Dataset entries
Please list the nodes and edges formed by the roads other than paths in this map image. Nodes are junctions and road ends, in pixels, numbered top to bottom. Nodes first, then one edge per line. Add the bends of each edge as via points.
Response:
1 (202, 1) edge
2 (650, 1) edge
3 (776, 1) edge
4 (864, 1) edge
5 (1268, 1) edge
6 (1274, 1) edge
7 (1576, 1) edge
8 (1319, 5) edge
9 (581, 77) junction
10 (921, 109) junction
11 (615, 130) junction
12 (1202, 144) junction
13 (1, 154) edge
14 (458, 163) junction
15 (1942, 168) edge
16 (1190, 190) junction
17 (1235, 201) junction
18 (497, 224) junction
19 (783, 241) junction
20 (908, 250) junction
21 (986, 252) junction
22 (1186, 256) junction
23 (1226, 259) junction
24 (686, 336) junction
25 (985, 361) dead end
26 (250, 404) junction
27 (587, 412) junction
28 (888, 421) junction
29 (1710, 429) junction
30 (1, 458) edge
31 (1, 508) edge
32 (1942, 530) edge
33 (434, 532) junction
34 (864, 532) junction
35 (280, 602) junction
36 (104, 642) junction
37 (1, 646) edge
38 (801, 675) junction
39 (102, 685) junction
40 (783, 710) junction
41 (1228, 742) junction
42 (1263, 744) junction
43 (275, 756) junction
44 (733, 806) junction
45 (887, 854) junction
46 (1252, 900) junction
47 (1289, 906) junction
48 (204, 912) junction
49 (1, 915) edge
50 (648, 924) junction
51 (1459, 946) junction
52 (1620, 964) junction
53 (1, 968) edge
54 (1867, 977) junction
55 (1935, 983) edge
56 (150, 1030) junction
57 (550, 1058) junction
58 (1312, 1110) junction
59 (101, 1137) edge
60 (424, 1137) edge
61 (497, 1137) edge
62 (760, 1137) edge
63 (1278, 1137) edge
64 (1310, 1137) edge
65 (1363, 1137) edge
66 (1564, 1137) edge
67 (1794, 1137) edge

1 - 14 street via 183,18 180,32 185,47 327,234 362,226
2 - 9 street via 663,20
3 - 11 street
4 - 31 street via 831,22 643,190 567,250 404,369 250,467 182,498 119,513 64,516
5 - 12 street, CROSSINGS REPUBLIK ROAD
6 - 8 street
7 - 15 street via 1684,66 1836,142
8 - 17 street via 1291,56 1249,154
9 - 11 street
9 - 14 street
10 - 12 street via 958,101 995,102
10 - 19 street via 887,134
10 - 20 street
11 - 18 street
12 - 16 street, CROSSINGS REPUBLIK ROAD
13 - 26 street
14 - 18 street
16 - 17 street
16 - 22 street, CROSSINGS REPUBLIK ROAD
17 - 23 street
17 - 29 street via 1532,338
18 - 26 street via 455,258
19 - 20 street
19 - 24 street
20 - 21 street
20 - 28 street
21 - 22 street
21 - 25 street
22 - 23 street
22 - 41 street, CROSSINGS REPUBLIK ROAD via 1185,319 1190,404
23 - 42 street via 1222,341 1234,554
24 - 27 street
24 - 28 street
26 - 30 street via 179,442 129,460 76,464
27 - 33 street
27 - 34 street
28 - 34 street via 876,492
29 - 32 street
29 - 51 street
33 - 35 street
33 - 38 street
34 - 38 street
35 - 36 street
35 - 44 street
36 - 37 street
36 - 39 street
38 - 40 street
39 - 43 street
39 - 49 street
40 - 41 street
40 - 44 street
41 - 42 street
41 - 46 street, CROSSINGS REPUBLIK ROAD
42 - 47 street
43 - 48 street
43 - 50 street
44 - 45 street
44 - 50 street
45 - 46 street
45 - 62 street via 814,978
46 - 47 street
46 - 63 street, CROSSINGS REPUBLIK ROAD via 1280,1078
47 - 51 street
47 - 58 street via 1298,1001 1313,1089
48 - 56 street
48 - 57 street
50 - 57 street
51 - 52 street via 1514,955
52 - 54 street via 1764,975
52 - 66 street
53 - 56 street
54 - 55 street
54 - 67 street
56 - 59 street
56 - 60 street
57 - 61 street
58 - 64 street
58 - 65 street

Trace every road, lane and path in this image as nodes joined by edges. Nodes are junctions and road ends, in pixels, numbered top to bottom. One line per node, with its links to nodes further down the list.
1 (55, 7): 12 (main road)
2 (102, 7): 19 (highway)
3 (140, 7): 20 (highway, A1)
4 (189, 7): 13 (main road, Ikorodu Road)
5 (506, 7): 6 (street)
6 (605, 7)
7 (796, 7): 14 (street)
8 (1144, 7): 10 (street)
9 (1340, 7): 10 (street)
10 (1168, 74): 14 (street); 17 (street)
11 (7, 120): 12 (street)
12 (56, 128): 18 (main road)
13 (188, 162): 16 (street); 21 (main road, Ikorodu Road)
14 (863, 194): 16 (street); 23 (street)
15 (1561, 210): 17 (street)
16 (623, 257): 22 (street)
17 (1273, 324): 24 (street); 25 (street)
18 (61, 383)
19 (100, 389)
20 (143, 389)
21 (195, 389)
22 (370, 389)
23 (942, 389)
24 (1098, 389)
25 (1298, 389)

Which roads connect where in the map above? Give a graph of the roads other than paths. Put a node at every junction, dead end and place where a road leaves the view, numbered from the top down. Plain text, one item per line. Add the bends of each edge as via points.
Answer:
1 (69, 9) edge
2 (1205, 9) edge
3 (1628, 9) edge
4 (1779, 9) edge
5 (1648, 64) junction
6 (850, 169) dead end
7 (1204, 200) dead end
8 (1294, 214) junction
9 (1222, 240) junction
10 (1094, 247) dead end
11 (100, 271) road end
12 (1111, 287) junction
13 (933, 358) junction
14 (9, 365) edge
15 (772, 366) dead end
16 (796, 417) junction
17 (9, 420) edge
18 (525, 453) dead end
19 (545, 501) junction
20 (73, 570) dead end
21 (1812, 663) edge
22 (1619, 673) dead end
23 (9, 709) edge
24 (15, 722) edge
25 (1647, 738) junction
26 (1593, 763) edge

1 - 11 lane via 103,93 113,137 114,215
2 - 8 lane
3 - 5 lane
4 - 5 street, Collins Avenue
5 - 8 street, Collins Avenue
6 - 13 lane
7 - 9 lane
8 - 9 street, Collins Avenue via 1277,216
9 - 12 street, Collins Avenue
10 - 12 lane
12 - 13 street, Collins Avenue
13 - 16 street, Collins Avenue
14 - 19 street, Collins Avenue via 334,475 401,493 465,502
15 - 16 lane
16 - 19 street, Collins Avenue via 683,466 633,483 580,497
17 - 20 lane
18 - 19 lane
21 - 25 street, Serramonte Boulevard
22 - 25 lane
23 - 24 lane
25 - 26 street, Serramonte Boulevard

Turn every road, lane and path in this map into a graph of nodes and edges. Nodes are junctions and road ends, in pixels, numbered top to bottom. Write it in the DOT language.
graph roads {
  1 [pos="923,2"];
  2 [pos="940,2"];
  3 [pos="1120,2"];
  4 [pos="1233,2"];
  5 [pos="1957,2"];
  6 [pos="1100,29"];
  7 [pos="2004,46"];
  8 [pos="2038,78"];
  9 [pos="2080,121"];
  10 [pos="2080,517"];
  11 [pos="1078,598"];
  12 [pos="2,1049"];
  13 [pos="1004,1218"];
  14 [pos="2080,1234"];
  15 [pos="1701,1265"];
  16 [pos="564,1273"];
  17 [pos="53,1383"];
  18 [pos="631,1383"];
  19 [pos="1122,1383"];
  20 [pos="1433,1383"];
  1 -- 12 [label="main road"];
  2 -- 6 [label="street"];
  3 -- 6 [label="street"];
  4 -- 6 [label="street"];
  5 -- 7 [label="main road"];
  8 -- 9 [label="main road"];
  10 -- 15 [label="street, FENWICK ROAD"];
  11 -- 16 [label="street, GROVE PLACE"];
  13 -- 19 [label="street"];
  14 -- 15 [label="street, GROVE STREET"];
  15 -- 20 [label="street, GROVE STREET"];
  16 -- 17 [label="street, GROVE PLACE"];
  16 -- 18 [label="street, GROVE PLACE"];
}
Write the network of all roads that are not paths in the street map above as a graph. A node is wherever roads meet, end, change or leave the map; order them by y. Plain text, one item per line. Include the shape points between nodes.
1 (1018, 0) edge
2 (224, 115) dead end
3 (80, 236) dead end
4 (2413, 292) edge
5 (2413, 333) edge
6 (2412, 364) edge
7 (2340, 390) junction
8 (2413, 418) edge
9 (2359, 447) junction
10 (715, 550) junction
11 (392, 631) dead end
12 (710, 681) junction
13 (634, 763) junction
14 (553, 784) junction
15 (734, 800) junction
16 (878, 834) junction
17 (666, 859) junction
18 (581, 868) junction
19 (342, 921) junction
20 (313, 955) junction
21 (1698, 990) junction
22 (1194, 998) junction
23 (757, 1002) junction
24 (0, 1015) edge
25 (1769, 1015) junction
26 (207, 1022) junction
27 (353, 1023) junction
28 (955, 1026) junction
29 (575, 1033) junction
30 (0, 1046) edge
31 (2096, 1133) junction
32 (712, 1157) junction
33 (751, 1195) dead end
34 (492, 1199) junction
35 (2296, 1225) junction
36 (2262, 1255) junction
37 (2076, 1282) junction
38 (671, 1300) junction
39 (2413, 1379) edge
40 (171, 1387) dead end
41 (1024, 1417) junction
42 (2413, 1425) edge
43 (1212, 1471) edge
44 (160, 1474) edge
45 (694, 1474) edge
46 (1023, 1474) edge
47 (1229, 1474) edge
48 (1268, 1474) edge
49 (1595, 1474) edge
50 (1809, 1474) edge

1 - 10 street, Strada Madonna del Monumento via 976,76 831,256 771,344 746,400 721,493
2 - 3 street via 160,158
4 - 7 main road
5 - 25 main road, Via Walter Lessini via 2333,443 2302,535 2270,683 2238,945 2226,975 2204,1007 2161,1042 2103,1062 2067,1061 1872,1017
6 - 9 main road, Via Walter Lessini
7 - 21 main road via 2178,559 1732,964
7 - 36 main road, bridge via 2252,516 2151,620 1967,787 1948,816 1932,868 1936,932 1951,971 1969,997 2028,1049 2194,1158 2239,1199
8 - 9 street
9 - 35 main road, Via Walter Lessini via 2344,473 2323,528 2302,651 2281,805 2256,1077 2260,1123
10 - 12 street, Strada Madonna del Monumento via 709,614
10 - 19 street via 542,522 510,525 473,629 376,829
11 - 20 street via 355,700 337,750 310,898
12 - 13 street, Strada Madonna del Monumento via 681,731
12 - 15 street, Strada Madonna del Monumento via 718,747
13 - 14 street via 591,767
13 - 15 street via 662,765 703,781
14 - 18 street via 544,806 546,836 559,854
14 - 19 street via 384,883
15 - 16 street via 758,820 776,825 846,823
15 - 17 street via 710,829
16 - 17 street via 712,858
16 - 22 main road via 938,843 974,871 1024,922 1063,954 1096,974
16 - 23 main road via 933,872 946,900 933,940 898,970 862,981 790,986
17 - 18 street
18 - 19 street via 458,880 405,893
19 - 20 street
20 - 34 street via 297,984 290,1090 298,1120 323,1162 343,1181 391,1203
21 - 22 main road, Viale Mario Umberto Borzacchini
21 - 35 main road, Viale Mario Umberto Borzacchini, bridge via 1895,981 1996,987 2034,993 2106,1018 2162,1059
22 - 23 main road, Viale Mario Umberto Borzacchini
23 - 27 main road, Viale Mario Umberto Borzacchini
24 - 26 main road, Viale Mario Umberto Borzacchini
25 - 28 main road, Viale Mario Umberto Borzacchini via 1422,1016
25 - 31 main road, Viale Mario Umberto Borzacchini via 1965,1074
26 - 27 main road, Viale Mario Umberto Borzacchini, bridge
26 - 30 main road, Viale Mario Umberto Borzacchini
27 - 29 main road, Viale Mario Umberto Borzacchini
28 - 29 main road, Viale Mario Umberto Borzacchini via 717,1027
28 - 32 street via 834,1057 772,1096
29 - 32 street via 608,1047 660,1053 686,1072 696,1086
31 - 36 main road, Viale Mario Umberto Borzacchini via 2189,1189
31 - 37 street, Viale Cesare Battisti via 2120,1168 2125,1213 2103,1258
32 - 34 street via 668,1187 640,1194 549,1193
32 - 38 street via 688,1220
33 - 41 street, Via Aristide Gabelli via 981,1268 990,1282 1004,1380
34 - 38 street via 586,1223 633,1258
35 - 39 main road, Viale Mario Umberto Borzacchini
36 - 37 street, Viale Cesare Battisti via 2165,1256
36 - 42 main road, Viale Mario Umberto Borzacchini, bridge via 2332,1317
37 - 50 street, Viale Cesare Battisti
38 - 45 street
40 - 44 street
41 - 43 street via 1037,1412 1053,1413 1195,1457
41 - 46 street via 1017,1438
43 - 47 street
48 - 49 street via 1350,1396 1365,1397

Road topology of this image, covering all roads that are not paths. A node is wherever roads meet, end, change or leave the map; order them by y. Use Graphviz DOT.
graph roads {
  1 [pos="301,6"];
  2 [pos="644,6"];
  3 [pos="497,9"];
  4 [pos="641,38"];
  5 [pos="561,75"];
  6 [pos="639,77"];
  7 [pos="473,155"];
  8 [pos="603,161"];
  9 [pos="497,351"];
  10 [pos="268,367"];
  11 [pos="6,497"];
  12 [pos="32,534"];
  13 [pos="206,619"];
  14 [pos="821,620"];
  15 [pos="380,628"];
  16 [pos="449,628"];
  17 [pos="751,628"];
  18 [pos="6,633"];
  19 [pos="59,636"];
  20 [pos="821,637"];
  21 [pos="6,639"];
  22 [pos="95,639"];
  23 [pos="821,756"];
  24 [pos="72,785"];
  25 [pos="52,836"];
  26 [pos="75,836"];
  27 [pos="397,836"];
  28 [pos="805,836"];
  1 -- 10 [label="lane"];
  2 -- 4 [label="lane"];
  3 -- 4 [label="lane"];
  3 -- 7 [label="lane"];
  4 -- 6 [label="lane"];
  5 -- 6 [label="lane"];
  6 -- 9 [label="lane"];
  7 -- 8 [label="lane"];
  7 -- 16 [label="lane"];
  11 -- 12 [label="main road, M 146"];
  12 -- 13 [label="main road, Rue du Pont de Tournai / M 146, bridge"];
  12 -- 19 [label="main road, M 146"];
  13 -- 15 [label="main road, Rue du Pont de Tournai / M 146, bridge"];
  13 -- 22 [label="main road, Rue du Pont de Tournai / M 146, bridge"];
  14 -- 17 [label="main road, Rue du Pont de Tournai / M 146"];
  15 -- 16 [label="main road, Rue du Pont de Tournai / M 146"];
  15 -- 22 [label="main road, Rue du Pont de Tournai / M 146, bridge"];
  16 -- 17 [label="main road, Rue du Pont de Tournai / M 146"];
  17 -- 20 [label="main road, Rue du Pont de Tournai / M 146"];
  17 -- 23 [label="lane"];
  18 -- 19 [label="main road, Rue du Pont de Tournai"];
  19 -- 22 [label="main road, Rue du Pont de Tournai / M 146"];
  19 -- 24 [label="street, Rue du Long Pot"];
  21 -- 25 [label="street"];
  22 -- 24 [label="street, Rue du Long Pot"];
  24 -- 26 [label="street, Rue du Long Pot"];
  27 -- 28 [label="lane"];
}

### Activity
Using the data above, extract exactly the lines from the one that holds "Trace every road, lane" to the one that holds "Which roads connect", both ends included, and no others.

### Task result
Trace every road, lane and path in this image as nodes joined by edges. Nodes are junctions and road ends, in pixels, numbered top to bottom. One line per node, with its links to nodes further down the list.
1 (55, 7): 12 (main road)
2 (102, 7): 19 (highway)
3 (140, 7): 20 (highway, A1)
4 (189, 7): 13 (main road, Ikorodu Road)
5 (506, 7): 6 (street)
6 (605, 7)
7 (796, 7): 14 (street)
8 (1144, 7): 10 (street)
9 (1340, 7): 10 (street)
10 (1168, 74): 14 (street); 17 (street)
11 (7, 120): 12 (street)
12 (56, 128): 18 (main road)
13 (188, 162): 16 (street); 21 (main road, Ikorodu Road)
14 (863, 194): 16 (street); 23 (street)
15 (1561, 210): 17 (street)
16 (623, 257): 22 (street)
17 (1273, 324): 24 (street); 25 (street)
18 (61, 383)
19 (100, 389)
20 (143, 389)
21 (195, 389)
22 (370, 389)
23 (942, 389)
24 (1098, 389)
25 (1298, 389)

Which roads connect where in the map above? Give a graph of the roads other than paths. Put a node at every junction, dead end and place where a road leaves the view, numbered from the top down. Plain text, one item per line. Add the bends of each edge as via points.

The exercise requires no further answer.